LA CORTE SUPREMA DI CASSAZIONE
SEZIONE PRIMA CIVILE
Composta dagli Ill.mi Sigg.ri Magistrati:
Dott. CRISTIANO Magda – Presidente –
Dott. VANNUCCI Marco – Consigliere –
Dott. FERRO Massimo – Consigliere –
Dott. CAIAZZO Rosario – Consigliere –
Dott. SOLAINI Luca – rel. Consigliere –
ha pronunciato la seguente:
ORDINANZA
sul ricorso 3787/2015 proposto da:
FINMEK ACCESS S.p.a., in Amministrazione Straordinaria, in persona del Commissario straordinario pro tempore, elettivamente domiciliata in Roma, largo Giuseppe Toniolo n. 6, presso lo studio dell’avvocato Umberto Morera, che la rappresenta e difende unitamente agli avvocati Alessandra Calogero, e Matteo De Poli, giusta procura in calce al ricorso;
– ricorrente –
contro
FUTURE ELECTRONICS Ltd, in persona del legale rappresentante pro tempore, elettivamente domiciliata in Roma, via Flaminia n. 133, presso lo studio dell’avvocato Arturo Leone, che la rappresenta e difende unitamente agli avvocati Andrea Giussani, Stefano Silvestri e Federica Masciocchi, giusta procura speciale per Notaio J.N.D. di ***** del 3.3.2015, con Apostille del 4.3.2015;
– controricorrente e ricorrente incidentale –
contro
FINMEK ACCESS S.p.a. in Amministrazione Straordinaria, in persona del Commissario straordinario pro tempore, elettivamente domiciliata in Roma, largo Giuseppe Toniolo n. 6, presso lo studio dell’avvocato Umberto Morera, che la rappresenta e difende unitamente agli avvocati Alessandra Calogero e Matteo De Poli, giusta procura in calce al ricorso;
– controricorrente al ricorso incidentale –
avverso la sentenza n. 1473/2014 della CORTE D’APPELLO di VENEZIA, depositata il 18/06/2014;
udita la relazione della causa svolta nella Camera di consiglio del 26/05/2021 dal Cons. Dott. LUCA SOLAINI;
lette le conclusioni scritte del P.M., in persona del Sostituto Procuratore Generale Dott. CARDINO Alberto, che chiede il rigetto del ricorso principale e il rigetto del ricorso incidentale.
RILEVATO
che:
1. La Corte di Appello di Venezia, con sentenza del 18.6.2014, ha rigettato l’appello proposto da Finmek Access spa in A.S. avverso la sentenza del Tribunale di Padova che aveva, a sua volta, respinto la domanda avanzata dall’appellante volta ad ottenere la declaratoria di inefficacia, L. Fall., ex art. 67, comma 2, di due pagamenti eseguiti da Finmek Acces in bonis nel luglio e nel novembre del 2003, ovvero nell’anno anteriore all’apertura della procedura (5.5. 2004), in favore della società di diritto inglese Future Electronics Ltd.
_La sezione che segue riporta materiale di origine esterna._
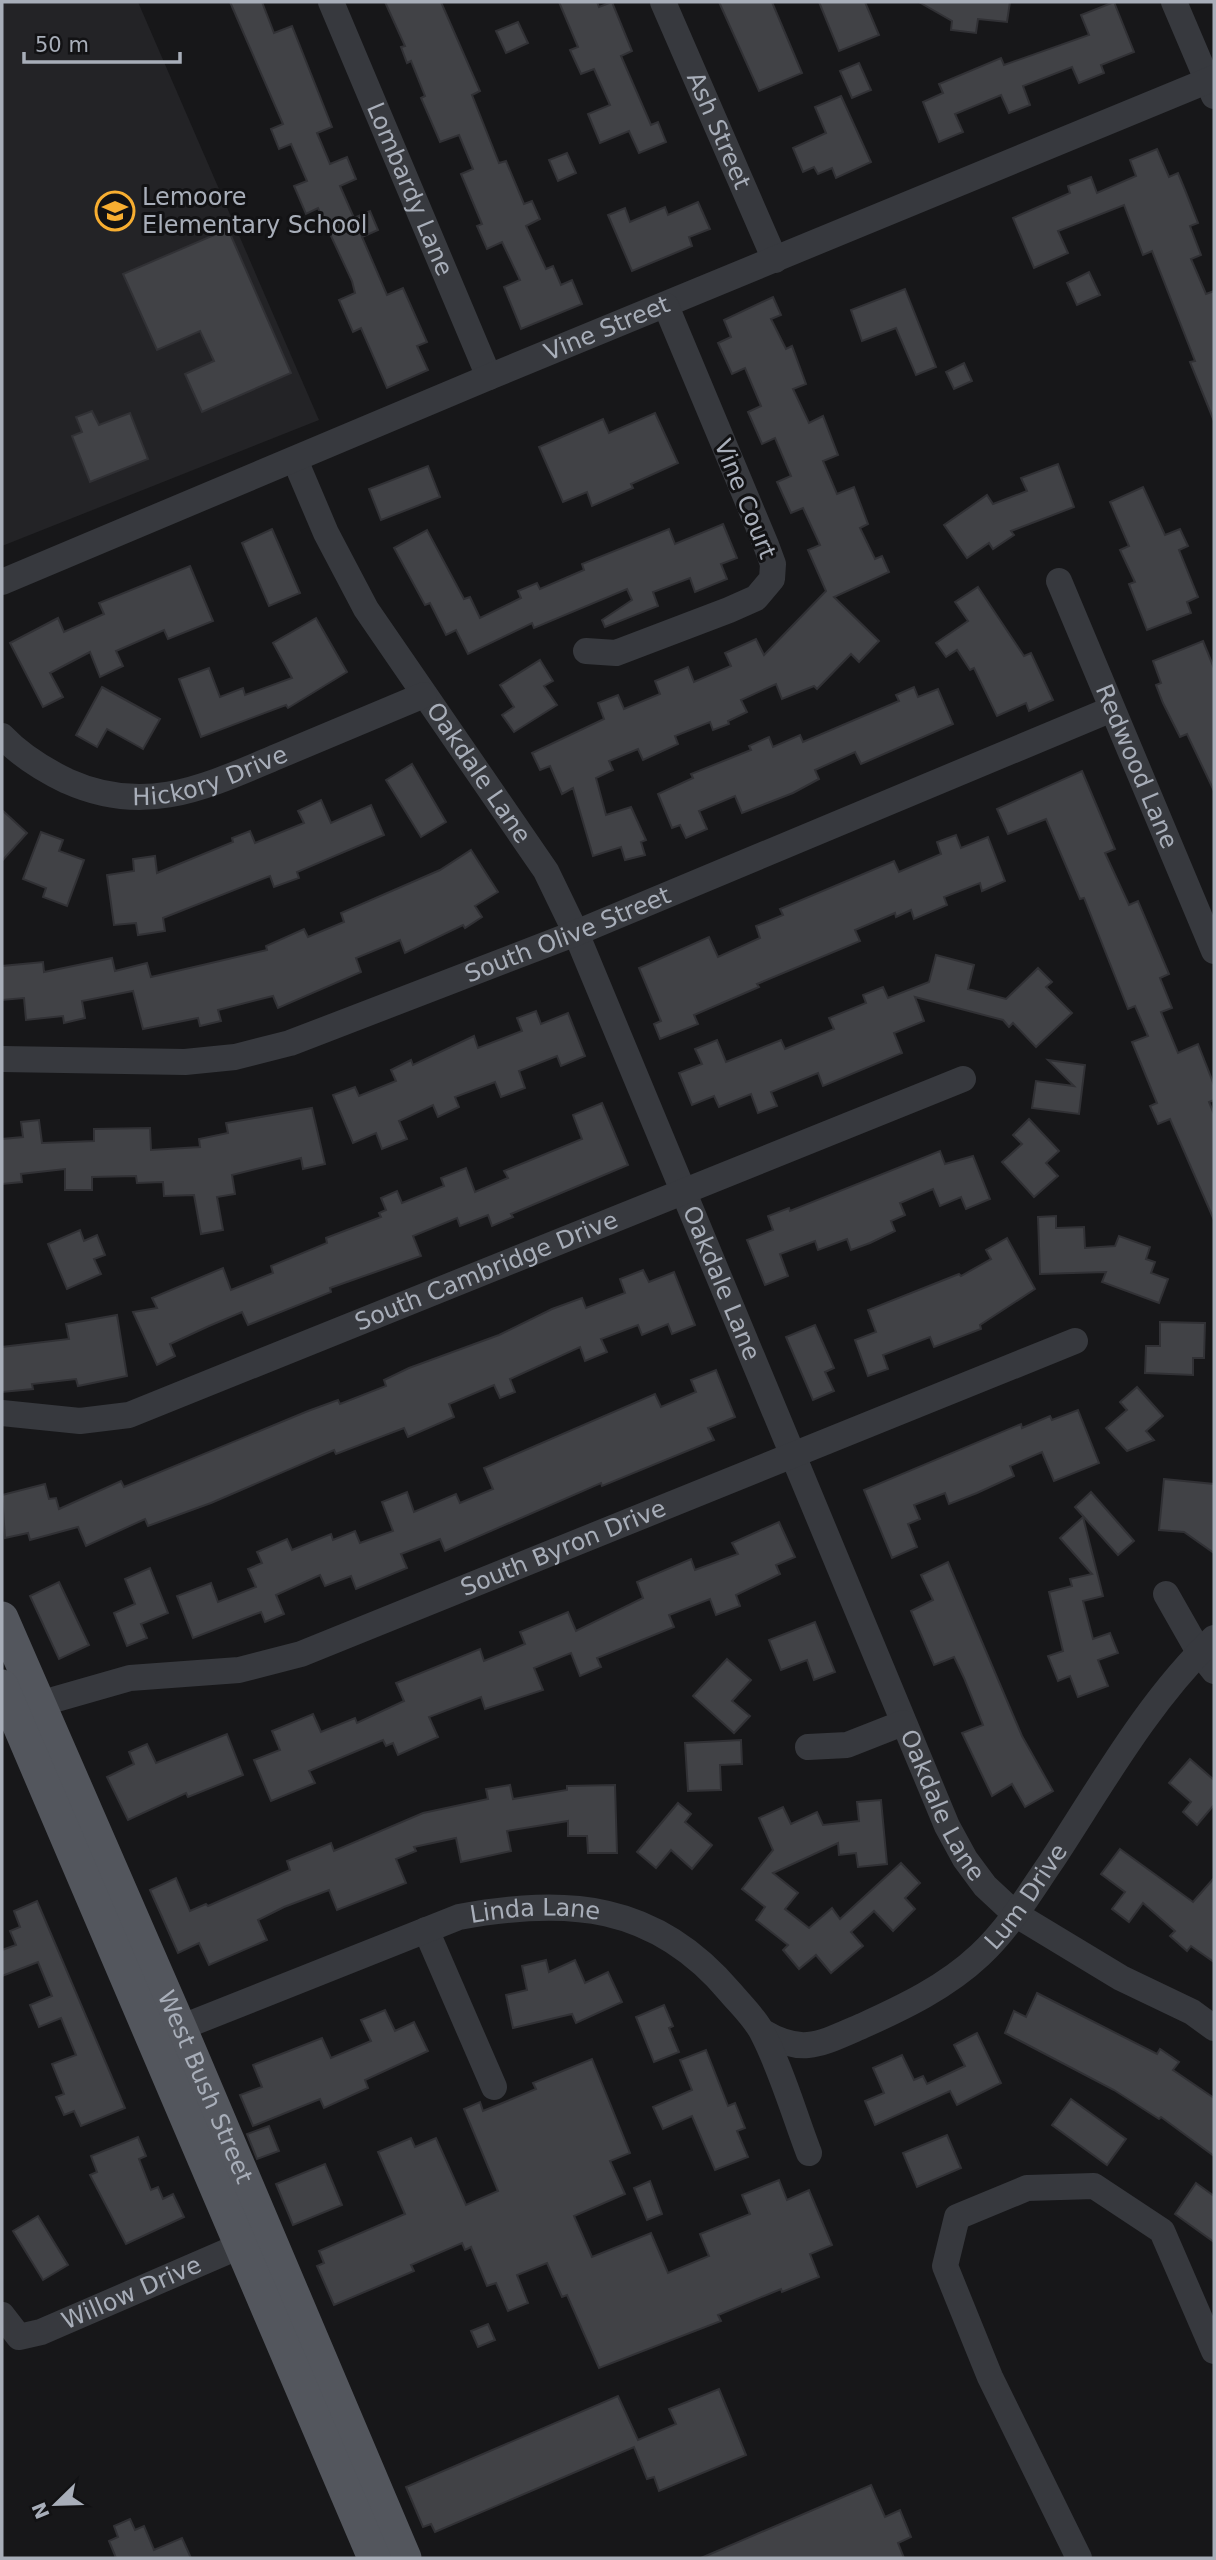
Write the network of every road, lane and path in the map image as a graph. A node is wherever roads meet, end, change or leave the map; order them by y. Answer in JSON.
{"nodes":[{"id":1,"x":331,"y":2,"type":"edge"},
{"id":2,"x":663,"y":2,"type":"edge"},
{"id":3,"x":1174,"y":2,"type":"edge"},
{"id":4,"x":1212,"y":86,"type":"edge"},
{"id":5,"x":775,"y":260,"type":"junction"},
{"id":6,"x":666,"y":306,"type":"junction"},
{"id":7,"x":489,"y":377,"type":"junction"},
{"id":8,"x":295,"y":460,"type":"junction"},
{"id":9,"x":1059,"y":581,"type":"dead end"},
{"id":10,"x":2,"y":582,"type":"edge"},
{"id":11,"x":586,"y":651,"type":"dead end"},
{"id":12,"x":424,"y":695,"type":"junction"},
{"id":13,"x":1112,"y":709,"type":"junction"},
{"id":14,"x":2,"y":736,"type":"edge"},
{"id":15,"x":576,"y":933,"type":"junction"},
{"id":16,"x":1214,"y":951,"type":"edge"},
{"id":17,"x":2,"y":1059,"type":"edge"},
{"id":18,"x":963,"y":1079,"type":"dead end"},
{"id":19,"x":682,"y":1191,"type":"junction"},
{"id":20,"x":1075,"y":1341,"type":"dead end"},
{"id":21,"x":2,"y":1413,"type":"edge"},
{"id":22,"x":792,"y":1457,"type":"junction"},
{"id":23,"x":1166,"y":1594,"type":"dead end"},
{"id":24,"x":2,"y":1618,"type":"edge"},
{"id":25,"x":1209,"y":1654,"type":"edge"},
{"id":26,"x":2,"y":1686,"type":"edge"},
{"id":27,"x":19,"y":1715,"type":"edge"},
{"id":28,"x":903,"y":1723,"type":"junction"},
{"id":29,"x":808,"y":1747,"type":"dead end"},
{"id":30,"x":1015,"y":1914,"type":"junction"},
{"id":31,"x":426,"y":1930,"type":"junction"},
{"id":32,"x":1214,"y":2028,"type":"edge"},
{"id":33,"x":763,"y":2032,"type":"junction"},
{"id":34,"x":167,"y":2033,"type":"junction"},
{"id":35,"x":494,"y":2087,"type":"dead end"},
{"id":36,"x":809,"y":2153,"type":"dead end"},
{"id":37,"x":255,"y":2239,"type":"junction"},
{"id":38,"x":2,"y":2315,"type":"edge"},
{"id":39,"x":1214,"y":2351,"type":"edge"},
{"id":40,"x":374,"y":2558,"type":"edge"},
{"id":41,"x":405,"y":2558,"type":"edge"},
{"id":42,"x":1079,"y":2558,"type":"edge"}],
"edges":[{"from":1,"to":7,"type":"street","name":"Lombardy Lane"},
{"from":2,"to":5,"type":"street","name":"Ash Street"},
{"from":3,"to":4,"type":"street"},
{"from":4,"to":5,"type":"street","name":"Vine Street"},
{"from":5,"to":6,"type":"street","name":"Vine Street"},
{"from":6,"to":7,"type":"street","name":"Vine Street"},
{"from":6,"to":11,"type":"street","name":"Vine Court"},
{"from":7,"to":8,"type":"street","name":"Vine Street"},
{"from":8,"to":10,"type":"street","name":"Vine Street"},
{"from":8,"to":12,"type":"street","name":"Oakdale Lane"},
{"from":9,"to":13,"type":"street","name":"Redwood Lane"},
{"from":12,"to":14,"type":"street","name":"Hickory Drive"},
{"from":12,"to":15,"type":"street","name":"Oakdale Lane"},
{"from":13,"to":15,"type":"street","name":"South Olive Street"},
{"from":13,"to":16,"type":"street","name":"Redwood Lane"},
{"from":15,"to":17,"type":"street","name":"South Olive Street"},
{"from":15,"to":19,"type":"street","name":"Oakdale Lane"},
{"from":18,"to":19,"type":"street","name":"South Cambridge Drive"},
{"from":19,"to":21,"type":"street","name":"South Cambridge Drive"},
{"from":19,"to":22,"type":"street","name":"Oakdale Lane"},
{"from":20,"to":22,"type":"street","name":"South Byron Drive"},
{"from":22,"to":27,"type":"street","name":"South Byron Drive"},
{"from":22,"to":28,"type":"street","name":"Oakdale Lane"},
{"from":23,"to":25,"type":"street"},
{"from":24,"to":27,"type":"main road","name":"West Bush Street"},
{"from":25,"to":30,"type":"street","name":"Lum Drive"},
{"from":26,"to":27,"type":"main road","name":"West Bush Street"},
{"from":27,"to":34,"type":"main road","name":"West Bush Street"},
{"from":28,"to":29,"type":"street"},
{"from":28,"to":30,"type":"street","name":"Oakdale Lane"},
{"from":30,"to":32,"type":"street","name":"Oakdale Lane"},
{"from":30,"to":33,"type":"street","name":"Lum Drive"},
{"from":31,"to":33,"type":"street","name":"Linda Lane"},
{"from":31,"to":34,"type":"street","name":"Linda Lane"},
{"from":31,"to":35,"type":"street"},
{"from":33,"to":36,"type":"street","name":"Linda Lane"},
{"from":34,"to":37,"type":"main road","name":"West Bush Street"},
{"from":37,"to":38,"type":"street","name":"Willow Drive"},
{"from":37,"to":40,"type":"main road","name":"West Bush Street"},
{"from":37,"to":41,"type":"main road","name":"West Bush Street"},
{"from":39,"to":42,"type":"street"}]}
1.1. La corte distrettuale ha in primo luogo ritenuto infondata l’eccezione di nullità della procura ad litem conferita dal sig. O.G., amministratore della convenuta, per il giudizio di primo grado, sollevata dall’A.S. in ragione della non coincidenza tra la data del rilascio della stessa indicata dal conferente (26. 5.2009) e quella, di un giorno successiva, attestata dal Notaio inglese dinanzi al quale l’atto era stato sottoscritto. Ha osservato al riguardo che la data apposta, presumibilmente per errore, dal legale rappresentante di Future accanto alla propria firma era irrilevante, in quanto ciò che attribuisce certezza alla data della scrittura privata autenticata è la attestazione del Notaio che l’attività da lui compiuta (accertamento della identità del sottoscrittore e apposizione della firma di costui in sua presenza) è avvenuta in un determinato giorno ed ha pertanto ritenute assorbite le ulteriori questioni dedotte dall’appellante in ordine al difetto di efficacia sanante di una seconda procura, rilasciata da O. il 18.2.2010 e dimessa in atti il 5.3.2010, ed all’inapplicabilità dell’art. 182 c.p.c..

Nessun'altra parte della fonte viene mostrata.